YOUR INSTRUCTIONS: The answer should consist solely of the lines from the first one below through the line containing "Please list the", copied exactly.

Excerpts from a dataset
•••••

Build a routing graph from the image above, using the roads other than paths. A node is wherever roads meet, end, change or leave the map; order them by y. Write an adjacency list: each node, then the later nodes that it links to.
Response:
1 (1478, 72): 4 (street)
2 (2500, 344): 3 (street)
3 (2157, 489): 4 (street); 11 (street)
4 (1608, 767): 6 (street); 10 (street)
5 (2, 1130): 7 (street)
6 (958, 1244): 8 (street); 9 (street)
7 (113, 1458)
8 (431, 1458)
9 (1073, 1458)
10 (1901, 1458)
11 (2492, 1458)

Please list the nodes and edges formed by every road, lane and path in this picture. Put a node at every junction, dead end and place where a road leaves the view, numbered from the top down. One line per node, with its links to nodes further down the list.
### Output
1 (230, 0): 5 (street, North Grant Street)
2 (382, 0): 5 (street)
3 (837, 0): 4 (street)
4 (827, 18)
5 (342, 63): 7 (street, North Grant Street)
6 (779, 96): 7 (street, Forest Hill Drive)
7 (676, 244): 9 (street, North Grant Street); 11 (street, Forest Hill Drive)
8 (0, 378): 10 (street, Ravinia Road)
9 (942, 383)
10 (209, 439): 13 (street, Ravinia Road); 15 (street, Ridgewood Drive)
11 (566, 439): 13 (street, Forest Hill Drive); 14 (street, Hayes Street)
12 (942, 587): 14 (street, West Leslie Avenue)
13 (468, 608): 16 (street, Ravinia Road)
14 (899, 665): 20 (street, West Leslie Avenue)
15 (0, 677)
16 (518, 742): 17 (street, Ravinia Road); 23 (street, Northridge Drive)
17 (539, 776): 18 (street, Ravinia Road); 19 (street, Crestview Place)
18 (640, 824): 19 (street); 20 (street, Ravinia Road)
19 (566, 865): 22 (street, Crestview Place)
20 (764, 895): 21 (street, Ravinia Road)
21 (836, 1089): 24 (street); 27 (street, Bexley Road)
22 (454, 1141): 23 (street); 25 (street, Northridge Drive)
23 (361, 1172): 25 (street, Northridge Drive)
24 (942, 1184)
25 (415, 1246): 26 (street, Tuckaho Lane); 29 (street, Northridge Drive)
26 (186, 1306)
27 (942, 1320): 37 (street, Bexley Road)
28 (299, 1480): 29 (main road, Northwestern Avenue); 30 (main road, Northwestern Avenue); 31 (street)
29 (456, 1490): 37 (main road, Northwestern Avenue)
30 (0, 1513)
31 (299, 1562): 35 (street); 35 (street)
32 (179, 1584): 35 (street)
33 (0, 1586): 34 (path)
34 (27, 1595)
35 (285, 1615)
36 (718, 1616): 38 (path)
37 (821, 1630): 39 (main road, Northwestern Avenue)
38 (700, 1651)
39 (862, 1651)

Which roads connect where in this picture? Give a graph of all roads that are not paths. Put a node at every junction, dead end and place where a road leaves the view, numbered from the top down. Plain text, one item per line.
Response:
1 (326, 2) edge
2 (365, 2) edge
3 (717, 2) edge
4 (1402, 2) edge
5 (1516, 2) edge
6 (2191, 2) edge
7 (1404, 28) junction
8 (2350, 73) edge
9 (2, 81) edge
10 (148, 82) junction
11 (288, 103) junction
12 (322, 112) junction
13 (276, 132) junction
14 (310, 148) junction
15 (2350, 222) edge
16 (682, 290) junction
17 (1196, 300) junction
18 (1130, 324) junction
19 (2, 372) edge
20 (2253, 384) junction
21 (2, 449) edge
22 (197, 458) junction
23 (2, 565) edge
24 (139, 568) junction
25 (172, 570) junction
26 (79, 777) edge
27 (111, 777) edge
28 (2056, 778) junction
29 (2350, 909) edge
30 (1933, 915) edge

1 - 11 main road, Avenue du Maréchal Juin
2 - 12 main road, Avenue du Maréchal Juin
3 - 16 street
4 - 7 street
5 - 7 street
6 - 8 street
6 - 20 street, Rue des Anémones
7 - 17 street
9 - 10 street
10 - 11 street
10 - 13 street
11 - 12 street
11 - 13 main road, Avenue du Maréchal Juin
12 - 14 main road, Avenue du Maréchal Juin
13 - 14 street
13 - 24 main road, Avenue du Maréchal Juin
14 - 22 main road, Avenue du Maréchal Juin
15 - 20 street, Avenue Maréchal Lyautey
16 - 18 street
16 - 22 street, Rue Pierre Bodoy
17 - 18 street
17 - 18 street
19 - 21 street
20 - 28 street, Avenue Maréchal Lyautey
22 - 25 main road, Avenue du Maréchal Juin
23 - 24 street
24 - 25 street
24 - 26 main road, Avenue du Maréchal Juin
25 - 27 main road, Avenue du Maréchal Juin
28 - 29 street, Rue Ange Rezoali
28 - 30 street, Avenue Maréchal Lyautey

•••••

OUTPUT BELOW:
Build a routing graph from the image above, using the roads other than paths. A node is wherever roads meet, end, change or leave the map; order them by y. Write an adjacency list: each node, then the later nodes that it links to.
Response:
1 (1478, 72): 4 (street)
2 (2500, 344): 3 (street)
3 (2157, 489): 4 (street); 11 (street)
4 (1608, 767): 6 (street); 10 (street)
5 (2, 1130): 7 (street)
6 (958, 1244): 8 (street); 9 (street)
7 (113, 1458)
8 (431, 1458)
9 (1073, 1458)
10 (1901, 1458)
11 (2492, 1458)

Please list the nodes and edges formed by every road, lane and path in this picture. Put a node at every junction, dead end and place where a road leaves the view, numbered from the top down. One line per node, with its links to nodes further down the list.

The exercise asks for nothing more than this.